### Supplied material

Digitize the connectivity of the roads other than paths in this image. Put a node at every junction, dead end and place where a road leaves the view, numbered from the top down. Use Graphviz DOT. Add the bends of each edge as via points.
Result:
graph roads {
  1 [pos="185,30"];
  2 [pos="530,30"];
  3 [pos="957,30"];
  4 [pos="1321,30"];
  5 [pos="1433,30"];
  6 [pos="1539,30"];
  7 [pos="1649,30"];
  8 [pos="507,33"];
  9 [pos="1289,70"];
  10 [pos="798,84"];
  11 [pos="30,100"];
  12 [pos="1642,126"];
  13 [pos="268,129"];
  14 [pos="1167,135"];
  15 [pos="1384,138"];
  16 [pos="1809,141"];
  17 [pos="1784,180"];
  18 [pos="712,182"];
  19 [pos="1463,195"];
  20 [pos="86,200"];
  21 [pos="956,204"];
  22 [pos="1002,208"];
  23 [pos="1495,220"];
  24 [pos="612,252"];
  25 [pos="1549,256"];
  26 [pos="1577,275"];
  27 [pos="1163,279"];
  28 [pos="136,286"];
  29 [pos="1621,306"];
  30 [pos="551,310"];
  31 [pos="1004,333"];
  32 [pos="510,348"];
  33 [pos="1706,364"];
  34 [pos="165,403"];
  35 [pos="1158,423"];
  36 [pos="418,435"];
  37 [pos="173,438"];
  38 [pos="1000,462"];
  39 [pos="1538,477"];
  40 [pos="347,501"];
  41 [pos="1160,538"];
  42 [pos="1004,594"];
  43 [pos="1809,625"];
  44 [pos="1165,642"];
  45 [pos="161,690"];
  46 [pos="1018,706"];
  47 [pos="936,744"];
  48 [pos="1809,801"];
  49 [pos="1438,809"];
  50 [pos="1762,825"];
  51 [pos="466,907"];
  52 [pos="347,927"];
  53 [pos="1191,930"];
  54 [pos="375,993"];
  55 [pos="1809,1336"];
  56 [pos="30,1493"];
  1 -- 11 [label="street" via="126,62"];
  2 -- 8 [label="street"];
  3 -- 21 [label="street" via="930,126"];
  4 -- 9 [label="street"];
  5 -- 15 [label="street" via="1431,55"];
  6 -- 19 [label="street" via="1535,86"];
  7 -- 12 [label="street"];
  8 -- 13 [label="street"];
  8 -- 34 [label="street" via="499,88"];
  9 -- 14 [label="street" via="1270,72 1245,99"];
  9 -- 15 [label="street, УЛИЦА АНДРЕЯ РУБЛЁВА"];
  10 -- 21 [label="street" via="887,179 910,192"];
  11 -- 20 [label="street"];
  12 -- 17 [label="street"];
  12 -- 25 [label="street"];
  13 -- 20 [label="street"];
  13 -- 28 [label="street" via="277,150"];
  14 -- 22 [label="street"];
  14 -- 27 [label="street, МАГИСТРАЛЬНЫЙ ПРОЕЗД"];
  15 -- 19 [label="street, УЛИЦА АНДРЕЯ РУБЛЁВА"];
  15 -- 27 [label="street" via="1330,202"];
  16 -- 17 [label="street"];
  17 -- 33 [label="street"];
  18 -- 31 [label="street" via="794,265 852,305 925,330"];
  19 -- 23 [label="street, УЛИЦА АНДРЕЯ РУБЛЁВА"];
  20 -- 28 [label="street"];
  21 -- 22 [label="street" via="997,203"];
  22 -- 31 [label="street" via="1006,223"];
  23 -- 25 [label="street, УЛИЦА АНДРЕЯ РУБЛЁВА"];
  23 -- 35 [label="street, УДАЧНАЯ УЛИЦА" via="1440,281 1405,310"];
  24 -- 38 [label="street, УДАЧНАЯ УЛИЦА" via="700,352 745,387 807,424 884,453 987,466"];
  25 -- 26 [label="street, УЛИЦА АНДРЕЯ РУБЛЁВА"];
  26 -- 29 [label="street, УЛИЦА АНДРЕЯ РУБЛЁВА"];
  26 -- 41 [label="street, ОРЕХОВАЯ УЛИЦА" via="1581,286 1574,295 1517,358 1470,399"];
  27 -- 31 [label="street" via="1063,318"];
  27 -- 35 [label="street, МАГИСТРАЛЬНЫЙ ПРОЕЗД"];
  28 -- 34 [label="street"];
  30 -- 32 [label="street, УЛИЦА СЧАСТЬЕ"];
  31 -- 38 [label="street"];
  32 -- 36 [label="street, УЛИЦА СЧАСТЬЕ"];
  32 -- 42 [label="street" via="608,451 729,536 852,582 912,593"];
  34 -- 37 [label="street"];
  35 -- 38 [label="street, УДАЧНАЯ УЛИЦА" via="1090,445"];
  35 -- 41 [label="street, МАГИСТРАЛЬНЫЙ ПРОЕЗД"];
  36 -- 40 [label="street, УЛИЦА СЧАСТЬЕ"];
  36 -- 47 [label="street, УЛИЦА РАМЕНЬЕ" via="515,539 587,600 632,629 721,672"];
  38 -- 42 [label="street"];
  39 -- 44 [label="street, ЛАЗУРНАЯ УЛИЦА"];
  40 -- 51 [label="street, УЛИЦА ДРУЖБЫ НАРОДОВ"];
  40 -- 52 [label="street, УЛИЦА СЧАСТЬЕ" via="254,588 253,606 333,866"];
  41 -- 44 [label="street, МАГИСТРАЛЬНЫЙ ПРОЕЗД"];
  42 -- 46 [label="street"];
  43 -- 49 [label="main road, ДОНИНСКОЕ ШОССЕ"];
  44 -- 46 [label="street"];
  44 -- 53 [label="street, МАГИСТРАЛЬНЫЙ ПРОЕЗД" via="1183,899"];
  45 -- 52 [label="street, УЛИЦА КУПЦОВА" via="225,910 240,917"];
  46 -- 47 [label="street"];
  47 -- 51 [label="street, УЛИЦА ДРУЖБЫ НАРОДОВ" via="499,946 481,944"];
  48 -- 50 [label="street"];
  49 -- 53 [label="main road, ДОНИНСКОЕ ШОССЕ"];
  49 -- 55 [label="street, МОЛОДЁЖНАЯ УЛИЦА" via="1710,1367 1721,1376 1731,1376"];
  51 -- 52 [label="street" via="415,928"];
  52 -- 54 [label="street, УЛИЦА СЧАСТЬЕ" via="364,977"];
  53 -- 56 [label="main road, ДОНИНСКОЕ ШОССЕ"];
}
==
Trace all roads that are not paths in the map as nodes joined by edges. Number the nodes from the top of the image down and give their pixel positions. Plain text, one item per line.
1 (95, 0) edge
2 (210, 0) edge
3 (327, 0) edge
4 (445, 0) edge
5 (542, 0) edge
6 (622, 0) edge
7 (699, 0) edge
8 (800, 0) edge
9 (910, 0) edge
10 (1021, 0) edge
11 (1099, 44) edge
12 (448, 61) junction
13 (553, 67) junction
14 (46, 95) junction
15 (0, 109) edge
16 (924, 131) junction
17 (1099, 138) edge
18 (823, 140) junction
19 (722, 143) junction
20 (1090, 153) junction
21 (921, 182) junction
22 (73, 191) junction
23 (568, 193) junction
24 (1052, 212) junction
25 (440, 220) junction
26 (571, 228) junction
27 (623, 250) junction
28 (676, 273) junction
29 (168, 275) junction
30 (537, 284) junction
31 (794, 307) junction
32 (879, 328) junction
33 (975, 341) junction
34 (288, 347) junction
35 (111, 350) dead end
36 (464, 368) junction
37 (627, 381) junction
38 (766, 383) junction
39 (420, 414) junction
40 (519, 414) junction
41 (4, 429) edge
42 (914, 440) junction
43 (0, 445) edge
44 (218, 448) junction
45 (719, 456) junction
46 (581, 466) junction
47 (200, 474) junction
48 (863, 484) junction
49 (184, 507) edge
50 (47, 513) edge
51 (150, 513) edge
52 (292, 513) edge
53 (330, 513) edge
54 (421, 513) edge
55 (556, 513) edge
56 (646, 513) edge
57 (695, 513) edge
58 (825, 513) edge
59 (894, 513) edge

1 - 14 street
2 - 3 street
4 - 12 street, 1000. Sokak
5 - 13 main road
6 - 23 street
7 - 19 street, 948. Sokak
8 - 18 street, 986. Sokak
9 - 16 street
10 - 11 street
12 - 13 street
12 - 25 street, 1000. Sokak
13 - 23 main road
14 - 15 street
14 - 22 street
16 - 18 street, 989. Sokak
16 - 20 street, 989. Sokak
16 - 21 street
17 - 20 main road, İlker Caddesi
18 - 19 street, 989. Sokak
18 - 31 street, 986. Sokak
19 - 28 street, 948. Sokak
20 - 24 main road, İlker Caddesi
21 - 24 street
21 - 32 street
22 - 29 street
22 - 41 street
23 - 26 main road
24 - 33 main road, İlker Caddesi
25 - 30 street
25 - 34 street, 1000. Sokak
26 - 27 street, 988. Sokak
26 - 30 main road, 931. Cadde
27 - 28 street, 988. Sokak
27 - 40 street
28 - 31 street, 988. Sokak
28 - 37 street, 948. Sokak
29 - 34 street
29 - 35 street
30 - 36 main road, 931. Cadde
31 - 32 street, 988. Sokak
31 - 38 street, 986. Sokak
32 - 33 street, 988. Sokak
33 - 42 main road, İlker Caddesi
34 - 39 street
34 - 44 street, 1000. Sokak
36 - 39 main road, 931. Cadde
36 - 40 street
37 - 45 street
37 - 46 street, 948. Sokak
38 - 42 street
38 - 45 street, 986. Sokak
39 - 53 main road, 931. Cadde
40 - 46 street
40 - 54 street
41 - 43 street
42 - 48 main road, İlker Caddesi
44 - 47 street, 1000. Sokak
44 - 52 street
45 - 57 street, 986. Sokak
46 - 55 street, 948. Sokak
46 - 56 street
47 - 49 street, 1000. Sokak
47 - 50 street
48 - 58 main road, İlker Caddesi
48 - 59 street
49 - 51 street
---
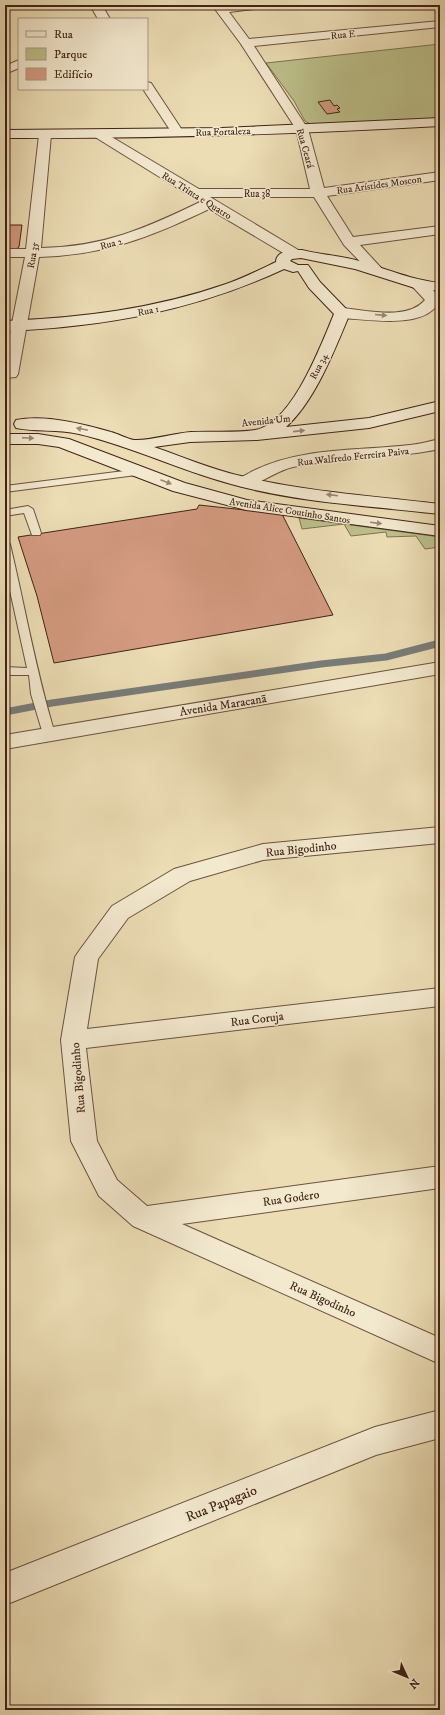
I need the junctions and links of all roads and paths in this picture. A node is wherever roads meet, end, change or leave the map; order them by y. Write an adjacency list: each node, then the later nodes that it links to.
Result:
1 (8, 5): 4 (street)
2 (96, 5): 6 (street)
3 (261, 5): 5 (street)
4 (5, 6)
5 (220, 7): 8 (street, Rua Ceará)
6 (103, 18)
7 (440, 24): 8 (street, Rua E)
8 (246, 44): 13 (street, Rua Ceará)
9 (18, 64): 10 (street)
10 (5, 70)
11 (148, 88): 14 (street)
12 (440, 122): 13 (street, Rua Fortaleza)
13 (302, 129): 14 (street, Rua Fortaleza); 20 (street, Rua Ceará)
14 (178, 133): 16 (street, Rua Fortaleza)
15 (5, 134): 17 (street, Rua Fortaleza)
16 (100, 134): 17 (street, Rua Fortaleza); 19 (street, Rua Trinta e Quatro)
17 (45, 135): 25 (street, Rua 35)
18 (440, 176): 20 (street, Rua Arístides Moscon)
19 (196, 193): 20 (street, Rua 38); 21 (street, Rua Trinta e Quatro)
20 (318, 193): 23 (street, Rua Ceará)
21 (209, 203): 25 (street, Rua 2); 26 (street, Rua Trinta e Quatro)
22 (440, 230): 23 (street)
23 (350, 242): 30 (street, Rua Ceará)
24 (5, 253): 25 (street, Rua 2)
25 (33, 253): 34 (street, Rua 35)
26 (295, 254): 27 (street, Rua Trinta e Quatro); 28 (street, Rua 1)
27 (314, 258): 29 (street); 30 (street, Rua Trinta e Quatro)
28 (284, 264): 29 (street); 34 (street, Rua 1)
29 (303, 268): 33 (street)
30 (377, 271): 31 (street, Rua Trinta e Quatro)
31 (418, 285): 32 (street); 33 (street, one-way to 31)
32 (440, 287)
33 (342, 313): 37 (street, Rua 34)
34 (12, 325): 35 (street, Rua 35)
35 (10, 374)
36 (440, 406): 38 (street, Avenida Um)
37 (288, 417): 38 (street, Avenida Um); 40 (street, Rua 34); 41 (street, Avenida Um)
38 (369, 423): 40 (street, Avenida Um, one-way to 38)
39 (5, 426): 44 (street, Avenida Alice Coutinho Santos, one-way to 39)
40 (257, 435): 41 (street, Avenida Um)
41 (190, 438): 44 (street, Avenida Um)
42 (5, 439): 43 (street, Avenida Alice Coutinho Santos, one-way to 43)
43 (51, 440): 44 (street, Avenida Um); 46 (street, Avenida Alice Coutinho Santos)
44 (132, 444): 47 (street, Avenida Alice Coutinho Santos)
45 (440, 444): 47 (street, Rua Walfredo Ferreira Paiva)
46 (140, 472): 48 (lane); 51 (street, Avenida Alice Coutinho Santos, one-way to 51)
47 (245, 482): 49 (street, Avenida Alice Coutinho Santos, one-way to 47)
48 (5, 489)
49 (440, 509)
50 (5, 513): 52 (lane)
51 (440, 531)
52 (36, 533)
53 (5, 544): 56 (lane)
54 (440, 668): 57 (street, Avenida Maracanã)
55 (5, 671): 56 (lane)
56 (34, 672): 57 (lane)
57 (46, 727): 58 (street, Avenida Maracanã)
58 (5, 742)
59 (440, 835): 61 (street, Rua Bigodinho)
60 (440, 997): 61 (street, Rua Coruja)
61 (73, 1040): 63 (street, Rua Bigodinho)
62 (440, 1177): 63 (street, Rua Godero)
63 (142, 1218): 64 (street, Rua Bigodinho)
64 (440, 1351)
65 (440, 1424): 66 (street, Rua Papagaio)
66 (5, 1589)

### Try it
Pick out the lines above containing the word "down", then copy them.

### Response
Digitize the connectivity of the roads other than paths in this image. Put a node at every junction, dead end and place where a road leaves the view, numbered from the top down. Use Graphviz DOT. Add the bends of each edge as via points.
Trace all roads that are not paths in the map as nodes joined by edges. Number the nodes from the top of the image down and give their pixel positions. Plain text, one item per line.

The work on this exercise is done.